Copy out each line of the material that includes the word "node".

▶ **DATA TO EXAMINE**:
*** Begin section ***

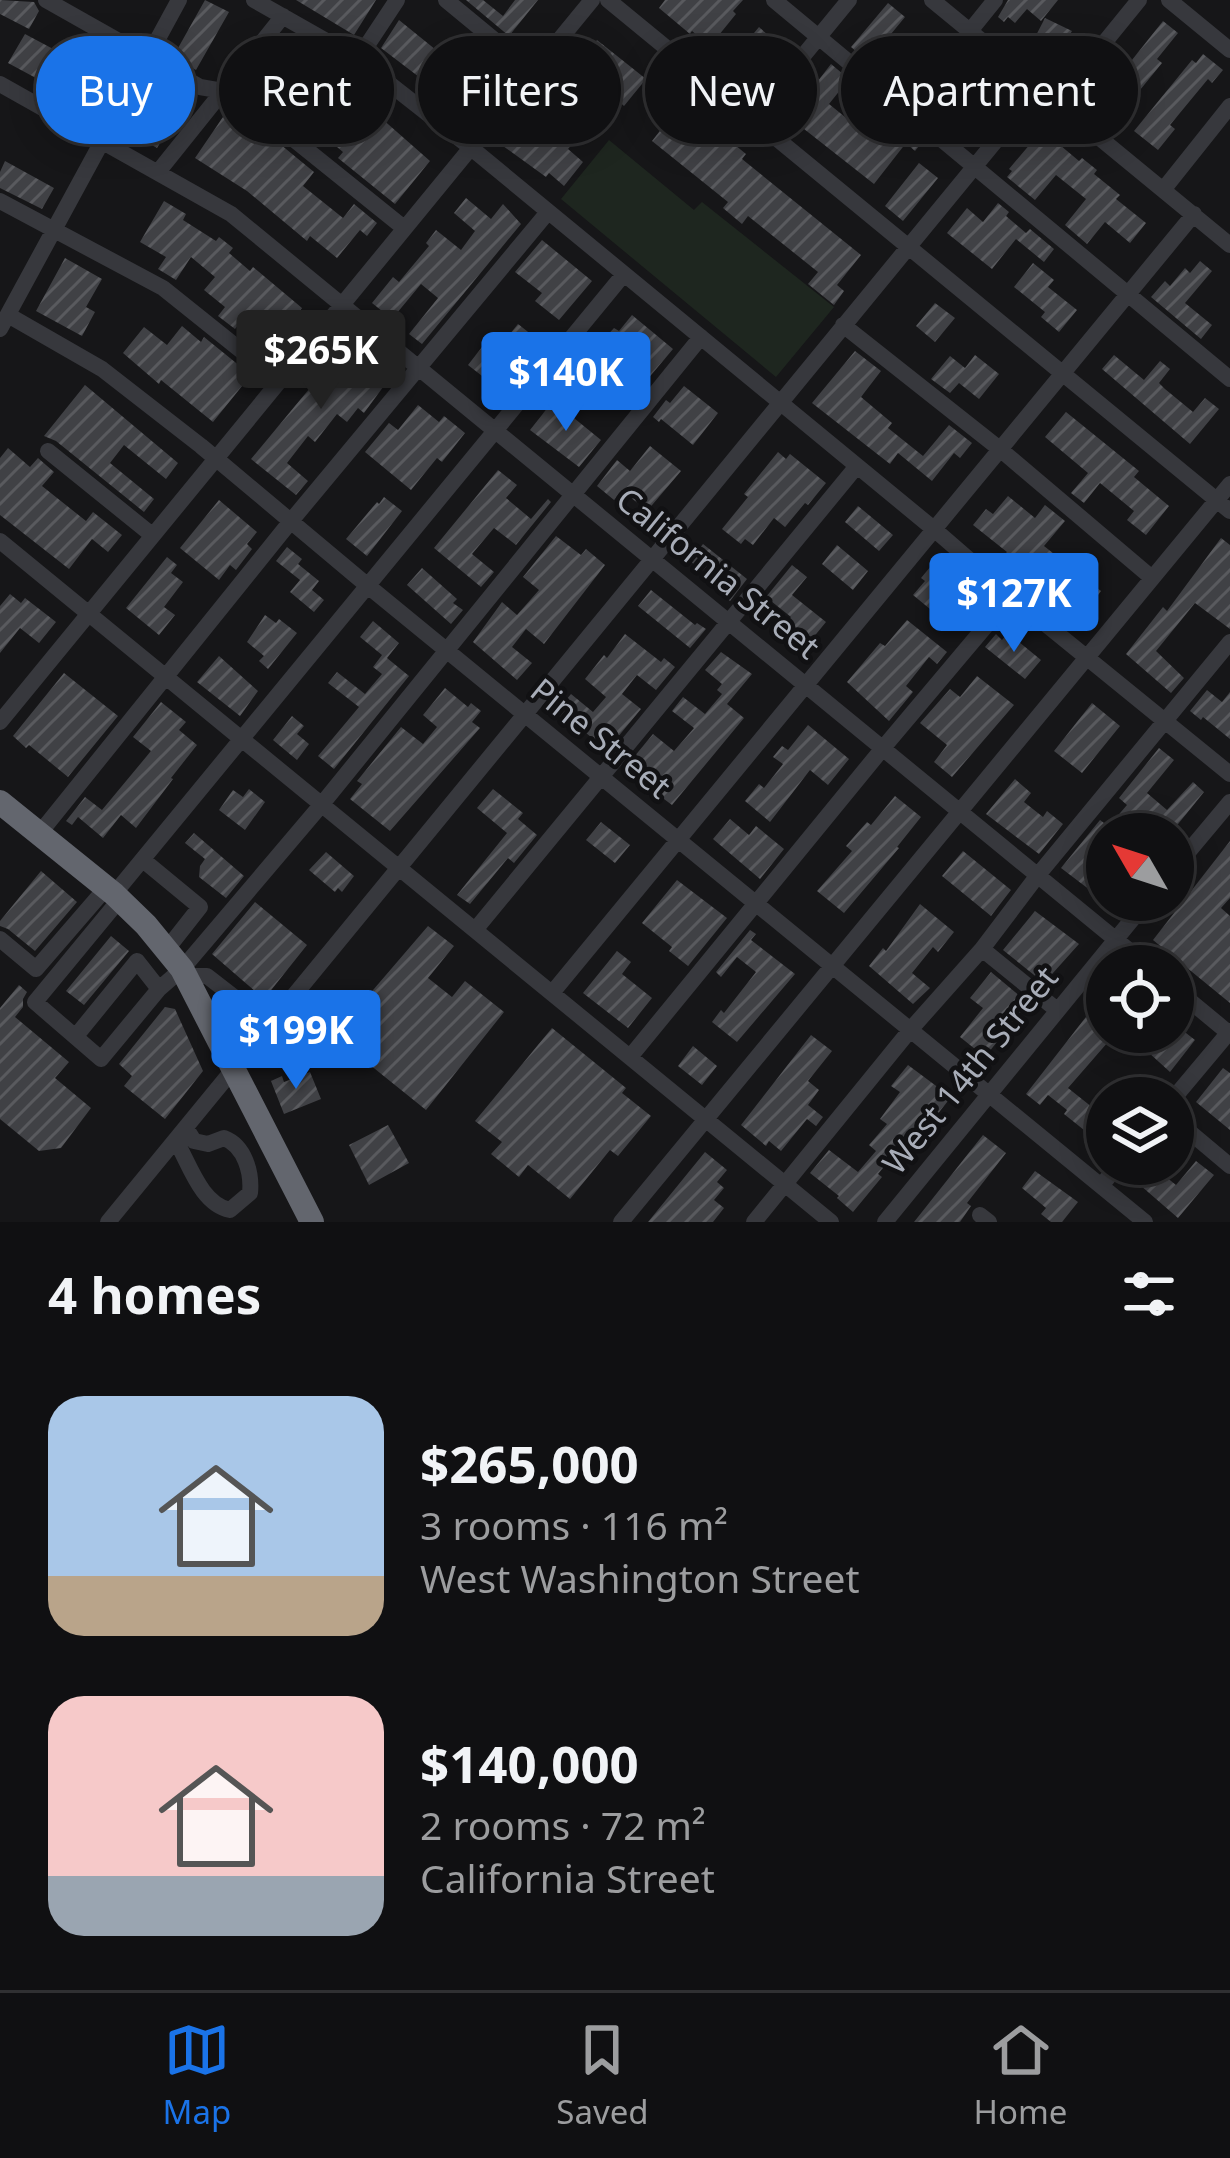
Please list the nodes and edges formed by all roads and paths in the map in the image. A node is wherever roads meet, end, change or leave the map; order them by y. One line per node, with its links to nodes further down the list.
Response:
1 (46, 0): 16 (street)
2 (179, 0): 17 (street)
3 (254, 0): 14 (street)
4 (397, 0): 20 (street)
5 (446, 0): 21 (street)
6 (592, 0): 22 (street)
7 (608, 0): 23 (street)
8 (774, 0): 24 (street)
9 (849, 0): 24 (street)
10 (932, 0): 15 (street)
11 (995, 0): 15 (street)
12 (1139, 0): 26 (street)
13 (1169, 0): 28 (street)
14 (283, 16): 18 (street); 19 (street)
15 (970, 32): 25 (street)
16 (110, 36)
17 (159, 36)
18 (267, 36)
19 (318, 36)
20 (373, 36)
21 (490, 36)
22 (562, 36)
23 (653, 36)
24 (819, 36): 27 (street); 42 (street)
25 (975, 36)
26 (1110, 36)
27 (817, 38)
28 (1230, 50)
29 (0, 84): 32 (street, California Street)
30 (394, 87): 41 (street)
31 (219, 97): 43 (street)
32 (36, 104)
33 (1230, 106): 44 (street)
34 (101, 144): 49 (street)
35 (108, 144): 43 (street, California Street)
36 (300, 144): 48 (street)
37 (473, 144): 41 (street)
38 (785, 144): 51 (street)
39 (993, 144): 42 (street)
40 (1107, 144): 44 (street)
41 (470, 147): 46 (street); 48 (street)
42 (974, 167): 51 (street); 53 (street)
43 (158, 172): 54 (street, California Street)
44 (1163, 190): 47 (street)
45 (3, 206): 49 (street)
46 (548, 212): 52 (street); 58 (street)
47 (1194, 214): 50 (street); 53 (street)
48 (404, 228): 54 (street)
49 (54, 230): 55 (street); 61 (street)
50 (1230, 244)
51 (908, 247): 56 (street); 59 (street)
52 (624, 274): 57 (street); 63 (street)
53 (1127, 296): 59 (street); 60 (street)
54 (342, 304): 58 (street, California Street); 61 (street)
55 (4, 322): 66 (street, Pine Street)
56 (843, 325): 62 (street); 64 (street)
57 (701, 337): 62 (street); 69 (street)
58 (420, 368): 63 (street, California Street); 71 (street)
59 (1064, 372): 64 (street); 70 (street)
60 (1230, 379)
61 (279, 381): 66 (street)
62 (780, 403): 67 (street); 75 (street)
63 (496, 429): 69 (street, California Street); 77 (street)
64 (1000, 450): 72 (street); 76 (street)
65 (48, 451): 73 (street)
66 (216, 458): 71 (street, Pine Street); 73 (street)
67 (857, 466): 72 (street); 80 (street)
68 (1230, 484): 70 (street)
69 (574, 494): 75 (street, California Street); 82 (street)
70 (1223, 505): 76 (street)
71 (291, 521): 77 (street, Pine Street); 84 (street)
72 (935, 530): 78 (street); 85 (street)
73 (152, 535): 79 (street)
74 (0, 541): 79 (street)
75 (651, 559): 80 (street, California Street); 86 (street)
76 (1152, 578): 83 (street)
77 (368, 586): 82 (street, Pine Street); 89 (street)
78 (1011, 596): 83 (street); 90 (street)
79 (88, 614): 84 (street); 88 (street)
80 (729, 620): 85 (street, California Street); 92 (street)
81 (1230, 642): 87 (street)
82 (447, 648): 86 (street, Pine Street); 95 (street)
83 (1087, 657): 87 (street); 96 (street)
84 (166, 676): 89 (street); 97 (street)
85 (806, 684): 90 (street, California Street); 98 (street)
86 (524, 714): 92 (street, Pine Street); 101 (street)
87 (1166, 721): 91 (street); 102 (street)
88 (0, 722)
89 (242, 739): 95 (street); 100 (street)
90 (883, 748): 96 (street, California Street); 104 (street)
91 (1230, 774)
92 (601, 776): 98 (street, Pine Street); 106 (street)
93 (0, 802): 97 (highway)
94 (1230, 802): 99 (street)
95 (322, 804): 101 (street); 111 (street)
96 (959, 812): 102 (street, California Street); 112 (street)
97 (39, 834): 103 (highway)
98 (678, 839): 104 (street, Pine Street); 114 (street)
99 (1194, 845)
100 (142, 860): 103 (street); 111 (street)
101 (399, 867): 106 (street); 117 (street)
102 (1038, 875): 108 (street, California Street); 110 (street)
103 (113, 894): 107 (street); 111 (highway); 120 (street)
104 (756, 902): 112 (street, Pine Street); 121 (street)
105 (1131, 921): 108 (street, West 14th Street)
106 (475, 930): 114 (street)
107 (0, 939)
108 (1116, 939): 109 (street, California Street); 116 (street, West 14th Street)
109 (1123, 945)
110 (982, 949): 116 (street); 118 (street)
111 (178, 964): 113 (street); 117 (street); 122 (highway)
112 (832, 966): 118 (street, Pine Street); 125 (street)
113 (159, 989): 120 (street); 120 (street)
114 (552, 993): 121 (street)
115 (1194, 1004): 119 (street)
116 (1057, 1010): 124 (street, West 14th Street)
117 (270, 1024): 122 (street)
118 (911, 1029): 124 (street, Pine Street); 129 (street)
119 (1230, 1033): 123 (street)
120 (76, 1036)
121 (630, 1057): 125 (street)
122 (235, 1069): 127 (street); 132 (highway)
123 (1192, 1077)
124 (988, 1094): 130 (street, Pine Street); 136 (street, West 14th Street)
125 (705, 1120): 129 (street); 133 (street)
126 (1194, 1136): 128 (street)
127 (182, 1141): 127 (street); 131 (street)
128 (1230, 1166)
129 (785, 1185): 134 (street); 135 (street)
130 (1101, 1186): 137 (street, Pine Street)
131 (108, 1222)
132 (312, 1222)
133 (621, 1222)
134 (754, 1222)
135 (831, 1222)
136 (885, 1222)
137 (1145, 1222)

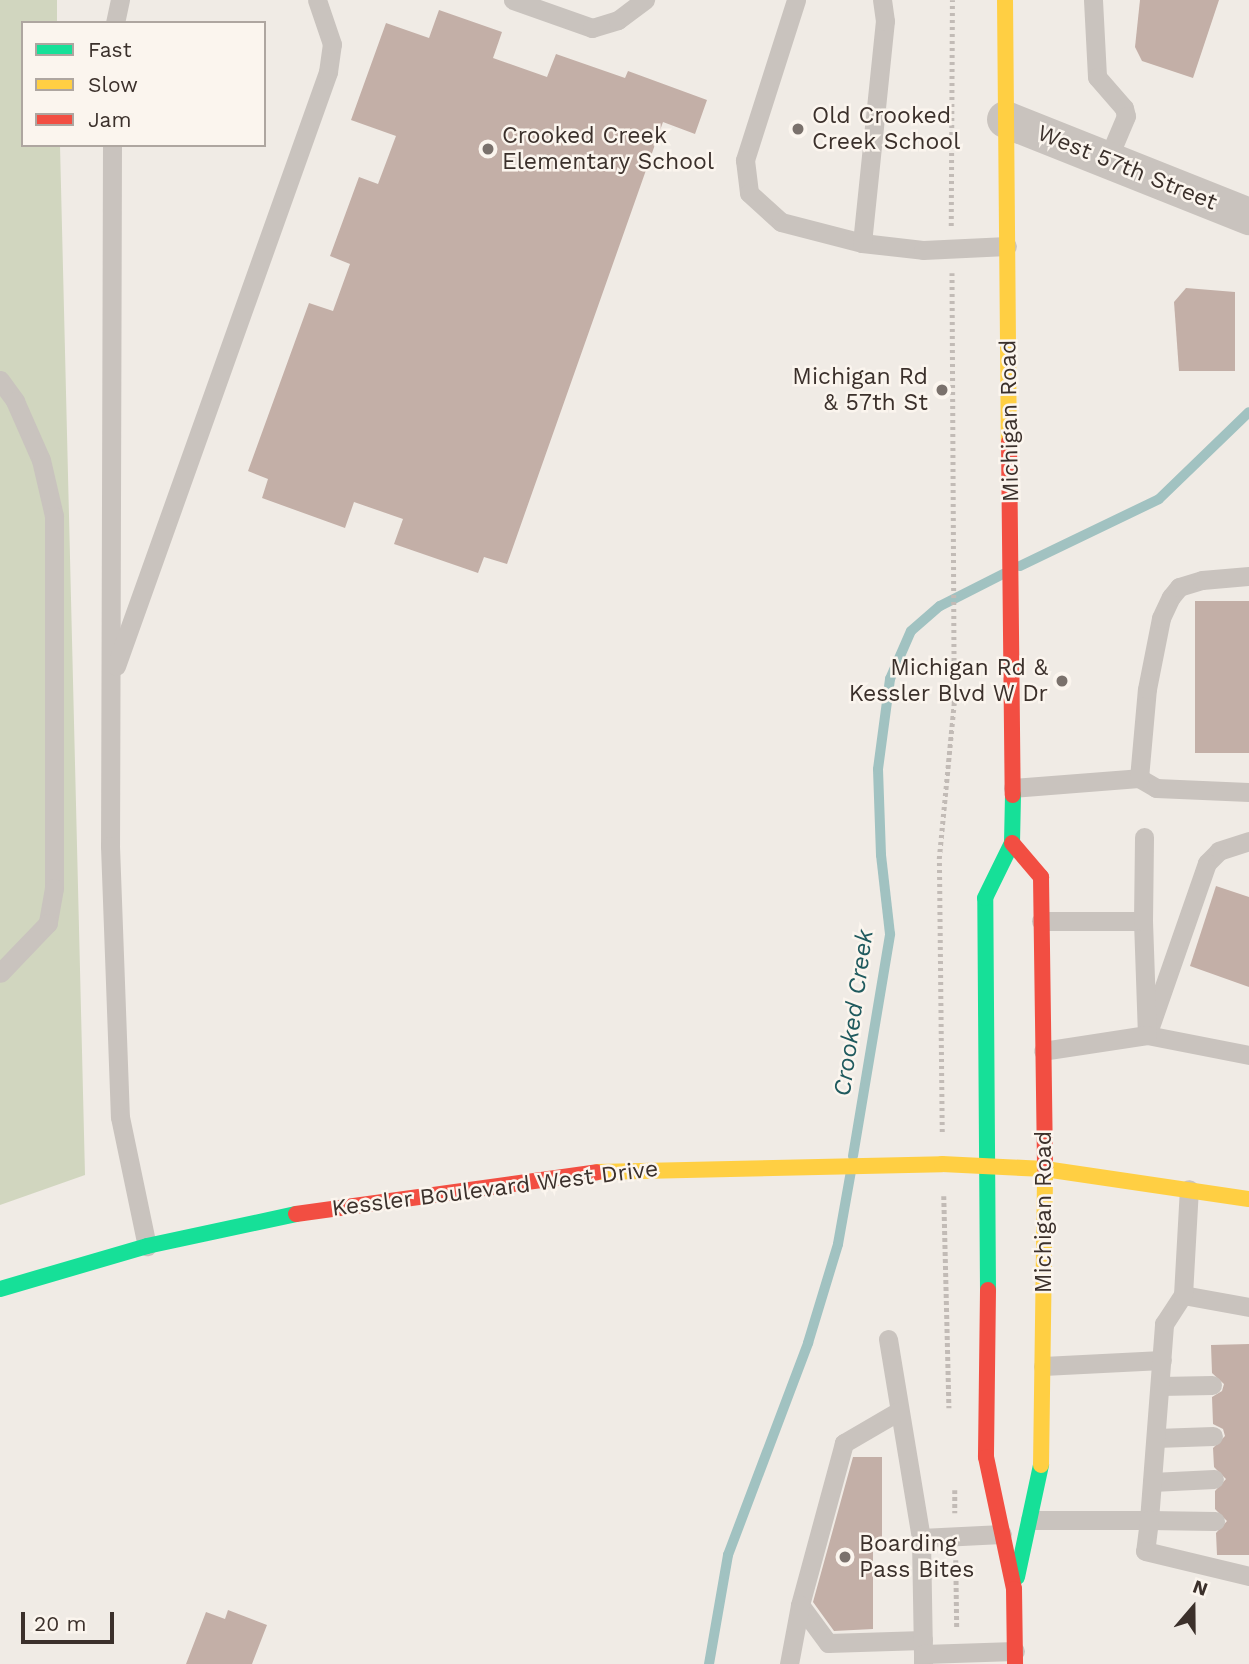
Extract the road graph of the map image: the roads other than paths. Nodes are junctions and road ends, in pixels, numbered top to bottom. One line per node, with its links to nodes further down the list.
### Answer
1 (120, 0): 9 (lane)
2 (317, 0): 18 (lane)
3 (513, 0): 4 (lane)
4 (645, 0)
5 (796, 0): 14 (lane)
6 (882, 0): 14 (lane)
7 (1005, 0): 10 (main road, Michigan Road)
8 (1093, 0): 12 (lane)
9 (116, 21)
10 (1005, 119): 12 (street, West 57th Street); 15 (main road, Michigan Road)
11 (112, 147): 18 (lane)
12 (1107, 161): 13 (street, West 57th Street)
13 (1249, 216)
14 (862, 243): 15 (lane)
15 (1007, 246): 20 (main road, Michigan Road)
16 (0, 380): 27 (lane)
17 (1249, 576): 19 (lane)
18 (111, 680): 35 (lane)
19 (1139, 778): 20 (lane); 21 (lane)
20 (1013, 788): 24 (main road, Michigan Road)
21 (1249, 792)
22 (1144, 837): 26 (lane)
23 (1249, 841): 28 (lane)
24 (1012, 842): 25 (main road, Michigan Road); 31 (main road, Michigan Road)
25 (1041, 921): 26 (lane); 29 (main road, Michigan Road)
26 (1143, 921): 28 (lane)
27 (0, 973)
28 (1147, 1035): 29 (lane); 30 (lane)
29 (1044, 1051): 32 (main road, Michigan Road)
30 (1249, 1055)
31 (990, 1167): 32 (main road, Kessler Boulevard West Drive); 35 (main road, Kessler Boulevard West Drive); 52 (main road, Michigan Road)
32 (1045, 1169): 33 (main road, Kessler Boulevard West Drive); 41 (main road, Michigan Road)
33 (1189, 1189): 34 (main road, Kessler Boulevard West Drive); 37 (lane)
34 (1249, 1199)
35 (147, 1246): 36 (main road, Kessler Boulevard West Drive)
36 (0, 1289)
37 (1182, 1296): 38 (lane); 40 (lane)
38 (1249, 1307)
39 (888, 1339): 44 (lane)
40 (1162, 1360): 41 (lane); 43 (lane)
41 (1043, 1366): 49 (main road, Michigan Road)
42 (1212, 1385): 43 (lane)
43 (1160, 1386): 46 (lane)
44 (900, 1410): 53 (lane); 56 (lane)
45 (1213, 1436): 46 (lane)
46 (1156, 1438): 48 (lane)
47 (1214, 1479): 48 (lane)
48 (1152, 1482): 50 (lane)
49 (1030, 1520): 50 (lane); 55 (main road, Michigan Road)
50 (1149, 1520): 51 (lane); 54 (lane)
51 (1215, 1521)
52 (1002, 1534): 53 (lane); 55 (main road, Michigan Road)
53 (921, 1538): 57 (lane)
54 (1249, 1576)
55 (1014, 1589): 58 (main road, Michigan Road)
56 (800, 1605): 57 (lane); 59 (lane)
57 (923, 1653): 58 (lane)
58 (1014, 1657)
59 (789, 1664)

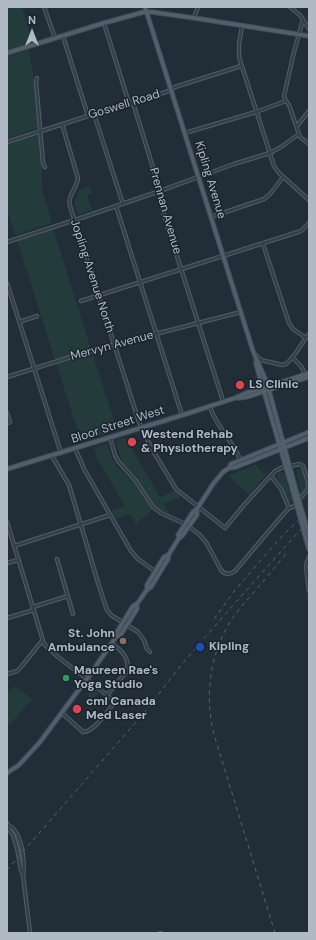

*** End section ***

▶ **ANSWER BELOW**:
Please list the nodes and edges formed by all roads and paths in the map in the image. A node is wherever roads meet, end, change or leave the map; order them by y. One line per node, with its links to nodes further down the list.
Extract the road graph of the map image: the roads other than paths. Nodes are junctions and road ends, in pixels, numbered top to bottom. One line per node, with its links to nodes further down the list.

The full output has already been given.